We did not find evidence that more than one mutation on the same DNA sequence was necessary. Correlated mutations are candidates, but we decided that the evidence was circumstantial (see assumptions in previous answer).
We can also explore other important characteristics of the disease, visually.
Mutations that change different characteristics of strains of the outbreak will require different planning responses by health authorities. Identifying key mutations as the pandemic continues is therefore essential for managing the response.
Metrics
Metrics could be computed for each mutation (e.g. number of mutations weighted by seriousness), and we would advocate implementing some to assist in data interpretation in future - they could, for example be used to identify likely DNA candidates for a particular critierion or be used as a basis for sorting. We did find, however that interpreting the data visually was essential and any further metrics should support rather than replace this. For example, we easily confirmed by mutations were substitutions rather than insertions, by looking for offsets and not finding any. Sorting and alignment using the gaps between disease characteristic categories and horizontal line placement (right click; figure 8) were particularly important.

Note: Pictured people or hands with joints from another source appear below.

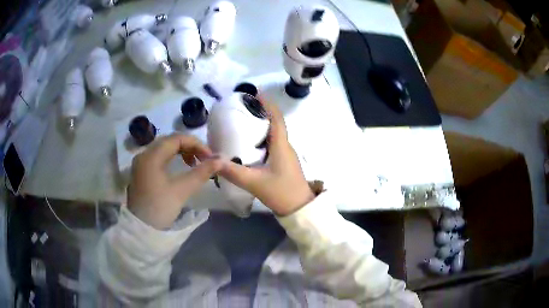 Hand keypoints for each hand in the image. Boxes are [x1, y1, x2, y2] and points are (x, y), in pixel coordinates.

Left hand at [128, 134, 222, 228]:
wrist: (141, 229)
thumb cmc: (160, 208)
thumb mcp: (182, 190)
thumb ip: (202, 172)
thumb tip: (221, 160)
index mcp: (151, 155)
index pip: (177, 138)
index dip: (196, 144)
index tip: (210, 156)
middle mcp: (144, 154)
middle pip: (170, 141)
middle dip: (189, 147)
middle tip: (204, 159)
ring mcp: (141, 163)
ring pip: (164, 148)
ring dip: (181, 152)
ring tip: (194, 163)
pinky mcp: (141, 172)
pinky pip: (159, 157)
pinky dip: (172, 158)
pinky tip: (179, 168)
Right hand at [219, 99, 314, 215]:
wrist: (300, 209)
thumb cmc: (281, 192)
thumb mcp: (255, 182)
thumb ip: (234, 172)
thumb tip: (214, 161)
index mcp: (281, 146)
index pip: (276, 118)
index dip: (267, 104)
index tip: (255, 94)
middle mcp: (285, 146)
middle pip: (274, 123)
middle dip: (261, 113)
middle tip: (242, 109)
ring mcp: (286, 155)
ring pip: (273, 135)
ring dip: (261, 126)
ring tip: (242, 123)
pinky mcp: (283, 163)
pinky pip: (272, 145)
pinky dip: (261, 139)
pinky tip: (249, 145) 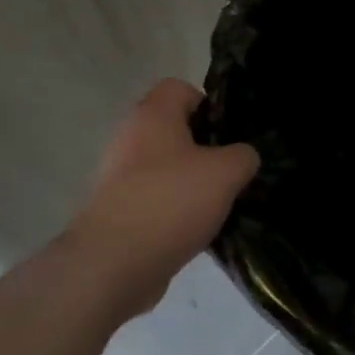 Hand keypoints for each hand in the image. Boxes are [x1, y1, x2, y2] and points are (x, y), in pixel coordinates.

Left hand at [67, 79, 258, 315]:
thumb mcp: (226, 172)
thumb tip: (242, 157)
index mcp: (152, 115)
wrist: (111, 266)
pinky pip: (154, 199)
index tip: (229, 133)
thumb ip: (243, 156)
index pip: (180, 88)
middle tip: (230, 170)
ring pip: (165, 167)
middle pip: (174, 129)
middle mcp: (130, 138)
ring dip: (191, 182)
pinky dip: (174, 210)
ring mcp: (117, 176)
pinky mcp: (115, 211)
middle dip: (205, 148)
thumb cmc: (171, 202)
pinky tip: (196, 230)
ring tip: (218, 204)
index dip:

For example, the mutation at 955 does not look significant in isolation, but it is when considered in the context of the other mutations (they are complementary).
Flexibility
Our approach of rapidly building a tool as part of the data exploration process using Processing enables us to incrementally add functionality where needed, including implementing new metrics or loading additional datasets. This allows the tool to grow in line with the depth of analysis required. SequenceView was built for this particular dataset in mind, but the functionality was designed to be as generic as possible and it should work with similar data of the same data format.
Scalability
SequenceView was designed to accommodate this size of dataset in terms of computation time, graphical display and memory, but it is expected to work for datasets of similar size. In the current design all mutations fit on the same screen once the common sequences have been hidden. If there were many more mutations and/or longer DNA sequences, it might not be possible to fit them all on the screen at once. The screen size of bases could be reduced and scrolling could be used but only if the requirement for scrolling was minimal as this would make visual analysis much more challenging. For datasets that are much larger, some redesign might be necessary. For example, allowing the user being able to hide any columns which are not currently under consideration in order that all those that are can fit on one screen. Or summarising mutations by disease characteristic category instead of showing all DNA sequences.

Figure 7: Sorted by overall seriousness.

Figure 8: Sorted by overall seriousness, with horizontal line showing that T base (mouse cursor) is complementary to 842 and 790 for this strain.

Figure 9: Sorted by complications, note likely key mutation.

Figure 10: Sorted by drug resistance, note likely key mutation.